Cabinet condemns Dudula Movement anti-foreigners campaign in Alex
The cabinet has condemned the recent violent and public clashes between South Africans and allegedly undocumented foreigners in Alexandra township near Sandton.
“No form of disorder, smashing infrastructure, beating of people who happen to not belong in your country will resolve this matter. It can only be resolved within the laws of the country,” minister in the presidency Mondli Gungubele said on Thursday.
Addressing journalists during a post-cabinet briefing, Gungubele said the cabinet welcomed the speedy intervention by law enforcement agencies, which resulted in calm being restored to the area and the arrest of several people accused of public violence.
“No amount of discontent can justify the violation of people’s rights,” he said.
On Tuesday SowetanLIVE's sister publication TimesLIVE reported that at least five people had been arrested in Alexandra, as police continued to search for those leading and taking part in the Dudula Movement campaign targeting illegal foreign nationals in townships.
The local movement is believed to be separate from the national Operation Dudula, seeking the same outcome but through different means.
Tensions continue to rise in SA as locals complain about foreigners “taking over” the local economy.
Gungubele said the government was aware of the underlying issues.
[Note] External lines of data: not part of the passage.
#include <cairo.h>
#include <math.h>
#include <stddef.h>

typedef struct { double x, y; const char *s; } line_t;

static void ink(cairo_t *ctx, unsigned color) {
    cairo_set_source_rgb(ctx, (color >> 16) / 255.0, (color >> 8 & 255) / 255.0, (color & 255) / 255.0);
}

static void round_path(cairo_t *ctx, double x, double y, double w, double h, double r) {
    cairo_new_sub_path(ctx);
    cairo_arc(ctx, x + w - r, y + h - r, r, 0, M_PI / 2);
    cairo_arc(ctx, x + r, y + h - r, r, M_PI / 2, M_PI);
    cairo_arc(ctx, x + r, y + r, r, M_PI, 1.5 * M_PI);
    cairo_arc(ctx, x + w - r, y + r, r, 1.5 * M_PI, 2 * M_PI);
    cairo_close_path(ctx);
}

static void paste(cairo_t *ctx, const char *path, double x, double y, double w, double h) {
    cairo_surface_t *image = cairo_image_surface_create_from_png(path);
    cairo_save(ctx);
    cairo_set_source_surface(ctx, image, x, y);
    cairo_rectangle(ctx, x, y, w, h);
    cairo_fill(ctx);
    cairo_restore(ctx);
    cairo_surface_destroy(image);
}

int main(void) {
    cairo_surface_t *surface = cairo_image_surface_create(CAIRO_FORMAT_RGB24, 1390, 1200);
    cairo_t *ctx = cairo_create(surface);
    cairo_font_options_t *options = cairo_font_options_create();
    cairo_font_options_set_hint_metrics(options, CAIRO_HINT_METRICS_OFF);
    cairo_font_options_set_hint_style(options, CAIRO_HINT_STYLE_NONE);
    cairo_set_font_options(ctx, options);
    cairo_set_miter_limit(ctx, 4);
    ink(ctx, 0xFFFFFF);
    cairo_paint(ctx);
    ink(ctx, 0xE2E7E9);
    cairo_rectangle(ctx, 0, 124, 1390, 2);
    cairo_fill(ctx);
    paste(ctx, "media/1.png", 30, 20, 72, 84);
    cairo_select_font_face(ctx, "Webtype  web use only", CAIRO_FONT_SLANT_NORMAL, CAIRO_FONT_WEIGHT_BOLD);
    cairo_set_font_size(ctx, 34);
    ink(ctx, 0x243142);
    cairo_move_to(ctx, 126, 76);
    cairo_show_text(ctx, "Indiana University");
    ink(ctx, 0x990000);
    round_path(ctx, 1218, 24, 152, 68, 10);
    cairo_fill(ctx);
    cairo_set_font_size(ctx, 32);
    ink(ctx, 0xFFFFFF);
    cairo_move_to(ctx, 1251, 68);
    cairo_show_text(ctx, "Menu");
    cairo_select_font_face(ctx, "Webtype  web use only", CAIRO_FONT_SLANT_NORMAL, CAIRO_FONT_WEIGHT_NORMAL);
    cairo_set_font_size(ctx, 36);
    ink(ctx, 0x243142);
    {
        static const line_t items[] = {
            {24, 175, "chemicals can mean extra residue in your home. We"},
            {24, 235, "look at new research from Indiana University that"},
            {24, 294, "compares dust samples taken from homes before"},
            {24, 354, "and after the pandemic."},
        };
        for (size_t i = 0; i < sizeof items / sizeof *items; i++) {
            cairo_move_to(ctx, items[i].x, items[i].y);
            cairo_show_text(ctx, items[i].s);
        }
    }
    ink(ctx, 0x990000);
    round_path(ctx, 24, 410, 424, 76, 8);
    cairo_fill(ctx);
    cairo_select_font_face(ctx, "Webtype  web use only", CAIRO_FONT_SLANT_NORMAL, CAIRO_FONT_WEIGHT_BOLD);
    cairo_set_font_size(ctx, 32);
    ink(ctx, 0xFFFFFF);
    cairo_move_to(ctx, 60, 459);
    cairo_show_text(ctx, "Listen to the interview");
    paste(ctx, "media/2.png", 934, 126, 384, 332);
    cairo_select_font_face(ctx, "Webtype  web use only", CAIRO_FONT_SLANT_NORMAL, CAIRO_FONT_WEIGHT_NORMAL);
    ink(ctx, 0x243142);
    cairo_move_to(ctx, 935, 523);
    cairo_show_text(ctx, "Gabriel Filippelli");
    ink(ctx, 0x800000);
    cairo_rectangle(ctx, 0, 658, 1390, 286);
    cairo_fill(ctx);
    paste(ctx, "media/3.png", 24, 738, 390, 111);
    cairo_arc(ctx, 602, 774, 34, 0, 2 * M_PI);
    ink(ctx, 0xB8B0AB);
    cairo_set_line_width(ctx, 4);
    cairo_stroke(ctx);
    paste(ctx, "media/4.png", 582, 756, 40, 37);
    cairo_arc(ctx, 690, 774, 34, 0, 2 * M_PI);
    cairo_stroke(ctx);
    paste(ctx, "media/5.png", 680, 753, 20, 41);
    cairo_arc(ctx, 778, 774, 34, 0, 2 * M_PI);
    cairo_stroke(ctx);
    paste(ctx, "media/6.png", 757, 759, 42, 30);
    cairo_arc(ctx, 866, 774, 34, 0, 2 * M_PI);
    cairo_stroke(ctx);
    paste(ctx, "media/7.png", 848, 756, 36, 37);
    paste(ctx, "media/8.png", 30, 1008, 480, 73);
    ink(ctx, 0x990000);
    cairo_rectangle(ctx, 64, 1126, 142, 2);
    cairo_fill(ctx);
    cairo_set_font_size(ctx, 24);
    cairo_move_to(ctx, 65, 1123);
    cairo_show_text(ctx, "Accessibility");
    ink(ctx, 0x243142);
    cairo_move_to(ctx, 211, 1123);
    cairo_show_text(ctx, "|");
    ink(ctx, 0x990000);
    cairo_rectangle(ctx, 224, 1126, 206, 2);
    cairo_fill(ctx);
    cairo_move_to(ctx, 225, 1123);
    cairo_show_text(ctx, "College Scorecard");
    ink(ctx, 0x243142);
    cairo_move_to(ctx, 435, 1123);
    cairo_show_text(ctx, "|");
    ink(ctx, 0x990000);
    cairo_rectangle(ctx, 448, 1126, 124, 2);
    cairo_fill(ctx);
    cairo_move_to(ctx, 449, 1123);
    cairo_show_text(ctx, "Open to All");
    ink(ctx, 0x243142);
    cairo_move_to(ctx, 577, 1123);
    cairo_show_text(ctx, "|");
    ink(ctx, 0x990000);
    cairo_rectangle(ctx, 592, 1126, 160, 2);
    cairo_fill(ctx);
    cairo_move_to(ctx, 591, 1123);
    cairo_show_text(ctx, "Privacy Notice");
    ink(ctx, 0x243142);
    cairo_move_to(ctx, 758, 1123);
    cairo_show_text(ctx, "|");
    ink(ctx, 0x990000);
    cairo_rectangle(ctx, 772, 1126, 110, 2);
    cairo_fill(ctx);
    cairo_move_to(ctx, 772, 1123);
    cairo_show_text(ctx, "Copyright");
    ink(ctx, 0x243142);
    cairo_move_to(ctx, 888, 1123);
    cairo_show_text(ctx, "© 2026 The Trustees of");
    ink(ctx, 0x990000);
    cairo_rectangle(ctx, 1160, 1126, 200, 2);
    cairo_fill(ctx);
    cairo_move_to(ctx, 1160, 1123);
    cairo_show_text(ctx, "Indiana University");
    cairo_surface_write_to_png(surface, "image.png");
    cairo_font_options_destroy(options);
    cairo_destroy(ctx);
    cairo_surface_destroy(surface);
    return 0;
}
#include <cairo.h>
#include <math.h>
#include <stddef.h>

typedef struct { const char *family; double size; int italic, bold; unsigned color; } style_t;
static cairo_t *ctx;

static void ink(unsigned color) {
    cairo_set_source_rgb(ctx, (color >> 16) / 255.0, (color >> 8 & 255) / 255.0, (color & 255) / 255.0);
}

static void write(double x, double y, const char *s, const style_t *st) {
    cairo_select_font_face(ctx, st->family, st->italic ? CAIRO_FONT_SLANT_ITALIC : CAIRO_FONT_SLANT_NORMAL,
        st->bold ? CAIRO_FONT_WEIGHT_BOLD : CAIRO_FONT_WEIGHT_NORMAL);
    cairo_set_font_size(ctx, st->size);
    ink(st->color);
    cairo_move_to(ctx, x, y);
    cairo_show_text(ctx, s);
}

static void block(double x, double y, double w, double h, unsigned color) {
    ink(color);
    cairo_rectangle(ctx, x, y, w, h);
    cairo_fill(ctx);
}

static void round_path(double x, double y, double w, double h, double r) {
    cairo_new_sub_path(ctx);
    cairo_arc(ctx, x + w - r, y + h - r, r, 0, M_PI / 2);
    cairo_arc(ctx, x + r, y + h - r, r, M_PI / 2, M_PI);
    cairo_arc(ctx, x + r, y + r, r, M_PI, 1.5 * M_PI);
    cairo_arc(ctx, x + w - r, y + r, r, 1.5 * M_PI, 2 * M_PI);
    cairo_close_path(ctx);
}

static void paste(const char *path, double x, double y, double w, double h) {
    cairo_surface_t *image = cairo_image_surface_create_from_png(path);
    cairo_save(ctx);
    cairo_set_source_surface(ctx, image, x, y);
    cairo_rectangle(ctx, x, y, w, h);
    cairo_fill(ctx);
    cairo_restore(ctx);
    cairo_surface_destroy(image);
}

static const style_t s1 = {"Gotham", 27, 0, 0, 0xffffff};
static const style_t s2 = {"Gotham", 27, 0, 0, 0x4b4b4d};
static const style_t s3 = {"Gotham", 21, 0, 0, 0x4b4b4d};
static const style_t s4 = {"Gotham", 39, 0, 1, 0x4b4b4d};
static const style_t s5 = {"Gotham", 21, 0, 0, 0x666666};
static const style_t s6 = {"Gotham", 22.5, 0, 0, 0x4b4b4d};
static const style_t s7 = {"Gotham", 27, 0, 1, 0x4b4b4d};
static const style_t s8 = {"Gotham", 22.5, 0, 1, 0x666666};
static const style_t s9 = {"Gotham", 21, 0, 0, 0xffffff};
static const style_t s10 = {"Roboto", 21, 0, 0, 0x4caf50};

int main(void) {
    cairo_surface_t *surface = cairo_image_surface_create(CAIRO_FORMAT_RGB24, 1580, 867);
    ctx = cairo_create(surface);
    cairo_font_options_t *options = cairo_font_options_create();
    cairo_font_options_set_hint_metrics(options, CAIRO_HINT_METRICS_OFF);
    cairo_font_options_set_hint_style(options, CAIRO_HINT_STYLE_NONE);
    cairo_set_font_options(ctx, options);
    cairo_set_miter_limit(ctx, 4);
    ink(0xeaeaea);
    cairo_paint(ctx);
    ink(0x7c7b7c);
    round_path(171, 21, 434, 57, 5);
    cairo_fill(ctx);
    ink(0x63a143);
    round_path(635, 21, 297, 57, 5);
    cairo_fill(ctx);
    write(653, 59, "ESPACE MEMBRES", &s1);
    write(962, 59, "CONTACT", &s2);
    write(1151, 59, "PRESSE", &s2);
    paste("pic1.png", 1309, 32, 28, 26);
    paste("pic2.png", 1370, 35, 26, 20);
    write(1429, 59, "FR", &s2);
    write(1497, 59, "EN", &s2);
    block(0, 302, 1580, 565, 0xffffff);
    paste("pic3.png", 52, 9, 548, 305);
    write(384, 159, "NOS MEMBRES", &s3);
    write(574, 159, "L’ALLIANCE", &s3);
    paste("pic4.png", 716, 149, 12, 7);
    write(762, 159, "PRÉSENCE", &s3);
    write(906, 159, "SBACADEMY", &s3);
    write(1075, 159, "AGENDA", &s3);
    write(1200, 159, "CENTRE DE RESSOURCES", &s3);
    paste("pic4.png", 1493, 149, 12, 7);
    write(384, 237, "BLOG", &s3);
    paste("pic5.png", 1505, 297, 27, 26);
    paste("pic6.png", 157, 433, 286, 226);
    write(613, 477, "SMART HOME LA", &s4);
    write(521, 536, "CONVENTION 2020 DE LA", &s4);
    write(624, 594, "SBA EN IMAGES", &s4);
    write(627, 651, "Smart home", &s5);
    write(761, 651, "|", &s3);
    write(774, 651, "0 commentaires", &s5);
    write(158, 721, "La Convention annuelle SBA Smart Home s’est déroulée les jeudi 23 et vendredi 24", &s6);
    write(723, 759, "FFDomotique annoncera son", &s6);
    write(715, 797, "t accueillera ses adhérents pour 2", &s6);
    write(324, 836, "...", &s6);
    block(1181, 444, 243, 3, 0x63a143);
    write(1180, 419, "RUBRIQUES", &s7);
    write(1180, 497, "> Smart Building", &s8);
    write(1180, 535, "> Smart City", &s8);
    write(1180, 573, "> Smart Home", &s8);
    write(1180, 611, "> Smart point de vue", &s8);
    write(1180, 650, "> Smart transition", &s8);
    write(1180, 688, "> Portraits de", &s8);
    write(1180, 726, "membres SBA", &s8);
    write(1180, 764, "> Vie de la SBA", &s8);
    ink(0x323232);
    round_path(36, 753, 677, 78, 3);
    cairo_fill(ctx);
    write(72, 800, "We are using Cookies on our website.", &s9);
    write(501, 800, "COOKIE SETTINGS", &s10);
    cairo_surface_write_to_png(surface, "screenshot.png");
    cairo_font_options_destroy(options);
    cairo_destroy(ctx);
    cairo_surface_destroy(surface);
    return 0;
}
He said labour minister Thulas Nxesi was tabling a policy to deal with the matter.
“We know that some of the underlying factors in this matter are economic insecurity by South Africans and the failure of South African business to abide by the established protocol targets. You must have heard pronouncements [all over Africa] on how various countries are trying to protect jobs for their citizens.”
However, SA's approach acknowledges that one cannot cut the country out of the continent, he said.
“There are certain sets of jobs which we think need to be protected for South Africans, but the basic issue here is that as we move towards an Africa that is seamless and one, we walk that path with legality.”
Gungubele said it has been argued that if illegality is allowed to prevail, the outcomes can be dire. “You cannot say that just because you have a noble intention you must break the law in pursuit of that, because the worst can come out of that.”
Gungubele urged communities to use peaceful means to resolve disputes and to report all illegal activities to law enforcement agencies.